Santa Fe

Bajaron las consultas pediátricas y hay preocupación por aumentos en obesidad

En diálogo con UNO Santa Fe, la médica pediatra Liliana Ramírez analiza las consecuencias de la pandemia en otros aspectos de la salud en los chicos

Martes 22 de Septiembre de 2020

La obesidad infantil es uno de los problemas de salud pública más graves del siglo XXI, según la Organización Mundial de la Salud (OMS). El organismo alerta que está asociada a una amplia gama de complicaciones de salud graves y a un creciente riesgo de contraer enfermedades prematuramente, entre ellas, diabetes y cardiopatías. En Argentina el 41,1 por ciento de los niños y adolescentes de entre 5 y 17 años presenta exceso de peso, mientras que este problema afecta al 67,9 por ciento de las personas mayores de 18 años, según los resultados de la Segunda Encuesta Nacional de Nutrición y Salud, realizada por la Secretaría de Gobierno de Salud de la Nación con el apoyo de la Organización Panamericana de la Salud/Organización Mundial de la Salud (OPS/OMS) y Unicef en 2019.

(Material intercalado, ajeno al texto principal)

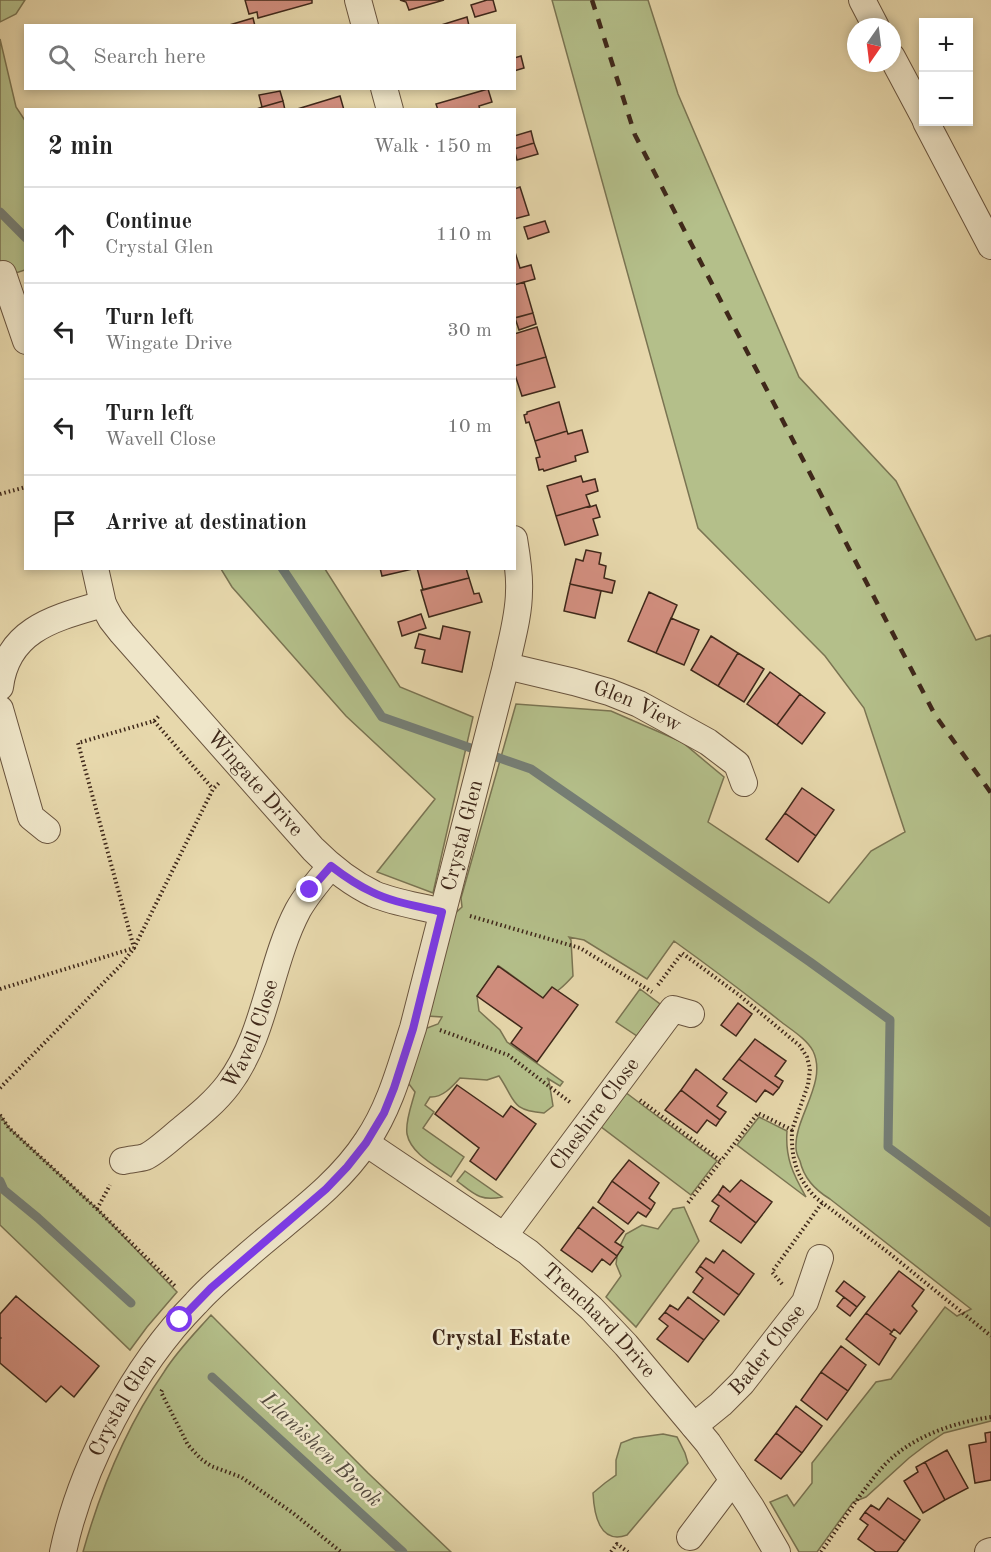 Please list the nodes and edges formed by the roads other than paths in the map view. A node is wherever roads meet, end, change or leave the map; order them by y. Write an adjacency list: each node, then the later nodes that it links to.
1 (358, 0): 4 (street)
2 (862, 0): 3 (street)
3 (871, 18)
4 (364, 24)
5 (900, 72): 8 (street)
6 (385, 90): 7 (street)
7 (389, 108)
8 (919, 108)
9 (928, 126): 10 (street)
10 (991, 246)
11 (3, 274): 12 (street)
12 (24, 335)
13 (516, 550): 16 (street, Crystal Glen)
14 (95, 570): 15 (street, Wingate Drive)
15 (103, 604): 17 (street); 21 (street, Wingate Drive)
16 (506, 666): 19 (street, Glen View); 22 (street, Crystal Glen)
17 (0, 687)
18 (0, 709): 20 (street)
19 (744, 783)
20 (47, 830)
21 (331, 866): 22 (street, Wingate Drive); 25 (street, Wavell Close)
22 (442, 912): 24 (street, Crystal Glen)
23 (691, 1014): 26 (street, Cheshire Close)
24 (366, 1143): 26 (street, Trenchard Drive); 31 (street, Crystal Glen)
25 (123, 1161)
26 (504, 1236): 28 (street, Trenchard Drive)
27 (820, 1258): 28 (street, Bader Close)
28 (694, 1426): 29 (street, Trenchard Drive)
29 (733, 1480): 30 (street); 32 (street, Trenchard Drive)
30 (690, 1537)
31 (63, 1552)
32 (777, 1552)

En contexto de pandemia, con muchas actividades detenidas para evitar contagios, profesionales estiman que esta afección se puede estar incrementando. UNO Santa Fe consultó a Liliana Ramírez, médica pediatra neonatóloga que forma parte del equipo de la Dirección provincial de Salud de Niñez y Adolescencia del Ministerio de Salud de Santa Fe. "Se han reducido las consultas pediátricas, tanto en el subsector público como en el privado. Las consultas de pacientes por obesidad, por ejemplo, que en otros aspectos están sanos, ha disminuido. El seguimiento pediátrico se vio afectado en términos generales. ¿Cómo los pediatras diagnosticamos? a través del peso, la talla, el índice de masa corporal. La gente tiene miedo de acudir con sus hijos a centros de salud, hay una gran atención para pacientes con Covid-19, entonces se reduce la demanda pediátrica de rutina", evaluó la doctora.

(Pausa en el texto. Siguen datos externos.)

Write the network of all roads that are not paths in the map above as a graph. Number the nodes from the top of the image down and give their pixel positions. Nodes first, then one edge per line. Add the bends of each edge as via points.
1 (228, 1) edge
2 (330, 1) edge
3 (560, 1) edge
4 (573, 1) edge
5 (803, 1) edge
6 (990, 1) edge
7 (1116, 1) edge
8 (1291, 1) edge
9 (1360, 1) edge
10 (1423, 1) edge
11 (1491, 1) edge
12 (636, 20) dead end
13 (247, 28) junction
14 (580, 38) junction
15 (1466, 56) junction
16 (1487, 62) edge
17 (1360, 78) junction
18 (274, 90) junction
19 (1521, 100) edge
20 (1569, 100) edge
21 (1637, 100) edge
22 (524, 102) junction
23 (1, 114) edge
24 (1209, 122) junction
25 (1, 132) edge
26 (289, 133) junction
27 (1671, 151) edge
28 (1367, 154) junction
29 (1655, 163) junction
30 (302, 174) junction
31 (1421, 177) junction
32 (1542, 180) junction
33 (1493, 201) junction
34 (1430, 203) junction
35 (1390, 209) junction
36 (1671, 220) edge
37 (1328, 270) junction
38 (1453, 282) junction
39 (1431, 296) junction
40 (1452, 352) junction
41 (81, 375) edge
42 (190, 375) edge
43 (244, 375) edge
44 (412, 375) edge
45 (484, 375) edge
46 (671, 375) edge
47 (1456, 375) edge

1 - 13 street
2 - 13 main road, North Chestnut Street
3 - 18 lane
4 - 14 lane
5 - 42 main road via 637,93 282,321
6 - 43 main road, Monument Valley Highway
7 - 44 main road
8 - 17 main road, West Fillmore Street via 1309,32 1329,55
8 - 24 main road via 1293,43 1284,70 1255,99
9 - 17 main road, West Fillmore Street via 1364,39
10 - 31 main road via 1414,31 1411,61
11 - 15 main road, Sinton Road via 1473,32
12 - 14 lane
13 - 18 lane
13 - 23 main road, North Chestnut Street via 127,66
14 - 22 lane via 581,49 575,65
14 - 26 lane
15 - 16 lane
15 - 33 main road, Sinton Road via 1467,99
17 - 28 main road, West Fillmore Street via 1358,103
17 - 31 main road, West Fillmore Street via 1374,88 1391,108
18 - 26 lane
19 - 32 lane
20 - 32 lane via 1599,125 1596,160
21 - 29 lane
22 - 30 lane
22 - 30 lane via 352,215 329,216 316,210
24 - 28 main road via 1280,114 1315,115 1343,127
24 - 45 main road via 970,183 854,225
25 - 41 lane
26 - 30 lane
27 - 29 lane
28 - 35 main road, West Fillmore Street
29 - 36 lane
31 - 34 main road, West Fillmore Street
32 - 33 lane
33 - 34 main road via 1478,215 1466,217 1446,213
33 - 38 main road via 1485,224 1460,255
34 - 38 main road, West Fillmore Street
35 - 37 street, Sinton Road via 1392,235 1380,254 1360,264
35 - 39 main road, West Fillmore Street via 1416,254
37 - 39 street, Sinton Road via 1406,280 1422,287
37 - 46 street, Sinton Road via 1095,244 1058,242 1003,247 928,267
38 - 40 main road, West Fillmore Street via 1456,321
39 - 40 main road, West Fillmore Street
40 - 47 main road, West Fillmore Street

"Por cada niño desnutrido hay once o doce con sobrepeso. Entonces es posible que al final de la pandemia tengamos más chicos con sobrepeso. No un incremento de estatura, sí de peso", agregó.

Lo que hay que saber

Ramírez explicó que hay cuatro situaciones fundamentales para definir la obesidad: la rutina, los malos hábitos alimentarios, la mala calidad del sueño y el sedentarismo. "Eso define en los niños, rasgos importantísimos para determinar obesidad, es decir, el estilo de vida. Si a esas cuatro cosas las trasladamos al momento de la pandemia, es que hay pérdida de la rutina. Y es fundamental para la niñez el tema de la escolaridad. Lo que vemos los pediatras durante los meses de vacaciones, cuando no hay escuela, es que los chicos aumentan de peso", dijo.

"Entonces, la pérdida de la rutina, al no haber escuela, es para pensar que en estos meses de pandemia va a haber más sobrepeso. Los malos hábitos alimentarios pasan por distintas razones que pueden ser económicas y en este momento por los meses que llevamos de cuarentena, van a estar vigentes o acentuados. Hay estudios en Italia y España en los que se detectó que se incrementó cinco veces más el consumo de alimentos azucarados y otros que no forman parte de un buen hábito como hidratos de carbono, alimentación precocida, procesada. Y pocas verduras y frutas", sostuvo.

Y siguió: "Otro tema es la calidad de sueño. En la pandemia esto también se va a ver afectado, sobre todo en los niños más grandes, por el uso de pantallas. Aumentó en un 90 por ciento el uso de pantallas, y eso cambia totalmente los hábitos en el sueño y perjudica en sobrepeso. Y obviamente el sedentarismo, estamos pasando de unas cuarentenas a otras donde no se estimula la actividad física. No hay muchas posibilidades de llevarla a cabo de forma dinámica y eso obviamente va a alterar el peso.

En este contexto, la profesional llamó a que las familias o tutores legales deben tener en cuenta estos cuatro puntos para intentar mejorar la calidad de vida y destacó que ante cualquier duda se debe consultar al centro de salud o al pediatra que cada uno tenga. "Es fundamental volver a rutina, reducir el número de horas en pantalla, tratar de consumir alimentos lo más saludables posibles como verduras, frutas y cereales. Y en los niños más pequeños, especialmente, la alimentación con la teta exclusiva en los primeros seis meses de vida e ir incorporando alimentos a partir de los seis meses de edad. Y tratar en la medida en que se pueda de fomentar la actividad física. Lo que se pueda, ya que estamos en una situación muy compleja", explicó Ramírez.